Tonight England go to Cardiff for the opening game in the 2015 Six Nations tournament.
The last time we played there, Wales battered us. It was not a pleasant thing to watch, as an England fan. But we were out-fought fair and square, so I’ve no complaints. Wales were the better team.
One of the greatest rugby books ever written is called Calon. It is by Owen Sheers.
Calon is about Welsh rugby. How important the game is in Wales. What it means to the Welsh. How intense – in particular – the England game is for them.
Calon means heart in Welsh.
Calon gave me a better understanding of Welsh rugby. It troubled me, to be honest. Especially the updated section in the paperback that deals with the game I refer to above.
But Calon also inspired me. Very much. The intensity. The desire. The sacrifice. And I know that intensity, desire and sacrifice are not exclusive to the Welsh.
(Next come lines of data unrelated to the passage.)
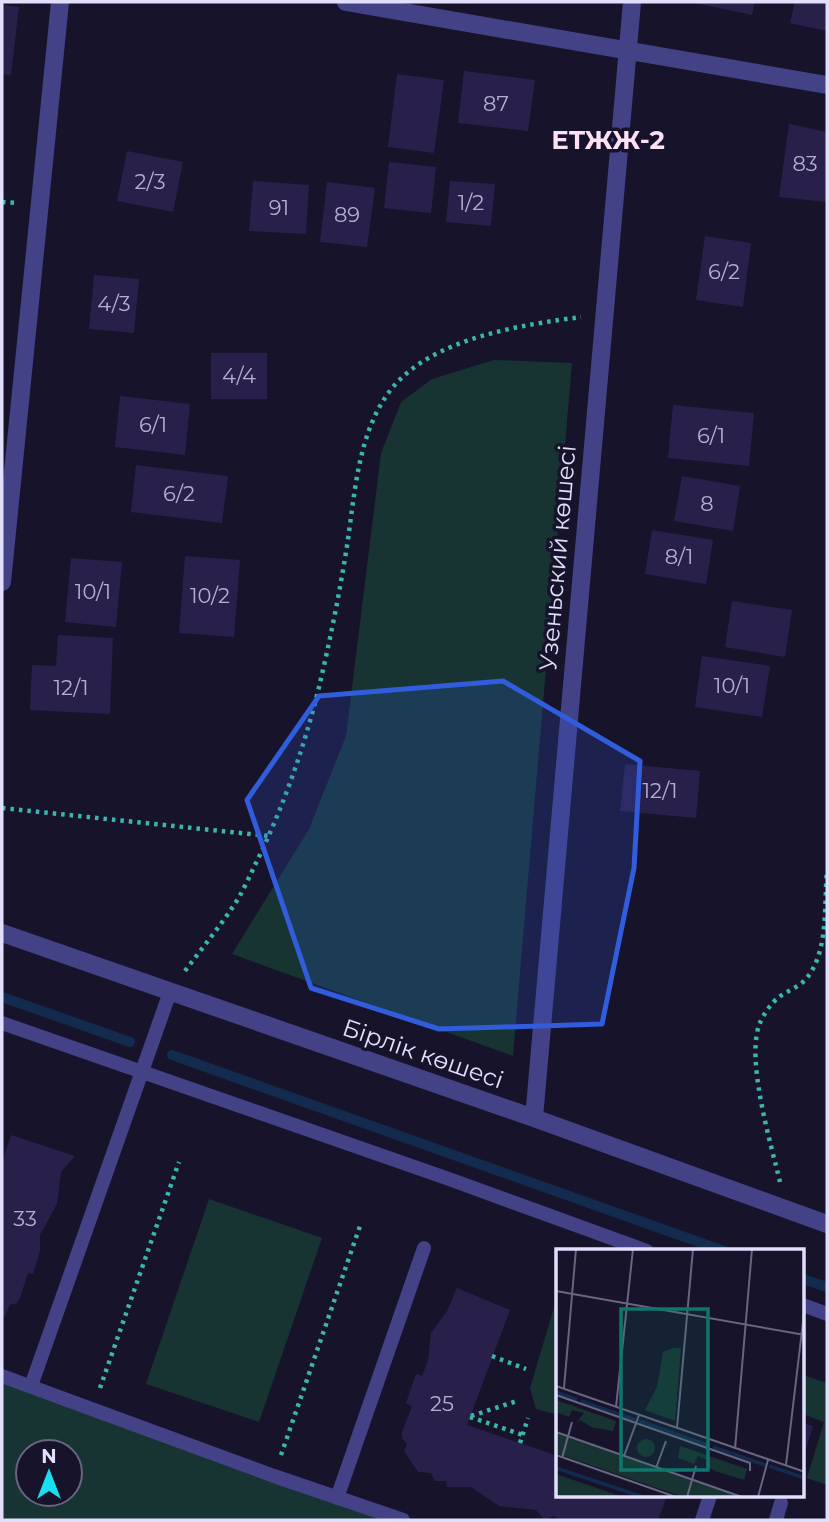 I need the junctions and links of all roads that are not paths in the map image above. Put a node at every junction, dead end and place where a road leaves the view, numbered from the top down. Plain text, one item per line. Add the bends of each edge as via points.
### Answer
1 (60, 2) edge
2 (346, 2) edge
3 (632, 2) edge
4 (628, 51) junction
5 (827, 85) edge
6 (2, 582) edge
7 (2, 933) edge
8 (170, 992) junction
9 (2, 1023) edge
10 (142, 1073) junction
11 (534, 1118) junction
12 (827, 1224) edge
13 (424, 1248) dead end
14 (642, 1249) edge
15 (804, 1305) edge
16 (827, 1314) edge
17 (2, 1376) edge
18 (31, 1386) junction
19 (337, 1497) junction
20 (709, 1498) edge
21 (781, 1503) dead end
22 (403, 1520) edge
23 (702, 1520) edge
24 (776, 1520) edge

1 - 6 street
2 - 4 street
3 - 4 street, Узеньский көшесі
4 - 5 street
4 - 11 street, Узеньский көшесі
7 - 8 street, Бірлік көшесі
8 - 10 lane
8 - 11 street, Бірлік көшесі
9 - 10 lane
10 - 14 lane
10 - 18 lane
11 - 12 street, Бірлік көшесі
13 - 19 lane
15 - 16 lane
17 - 18 lane
18 - 19 lane
19 - 22 lane
20 - 23 lane
21 - 24 lane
All other five nations’ players have those just as much, but no one has written as well about it in a book as Owen Sheers has, as far as I know.
Calon inspired me so much, that a book I have out in June is about a boy called Owen, who faces challenges as a member of his school rugby team. Throughout my book – called Deadlocked – Owen reads Calon. It gradually fills him with strength that enables him to do the right thing for his teammates. It gives him with heart.
They are about a team of English and Welsh boys who play for a rugby team on the border of the two countries who play each other tonight. The school is called Borderlands.
I am watching the match alone tonight, but I can imagine Owen sitting down to watch it with Rory and Woody, the heroes of the Rugby Academy’s other two books.
Just for the record – and speaking of intensity, desire and sacrifice -Woody is based loosely on things I read in Sir Clive Woodward’s book, Winning. And Rory is based on aspects of Jonny Wilkinson’s fantastic autobiography, Jonny.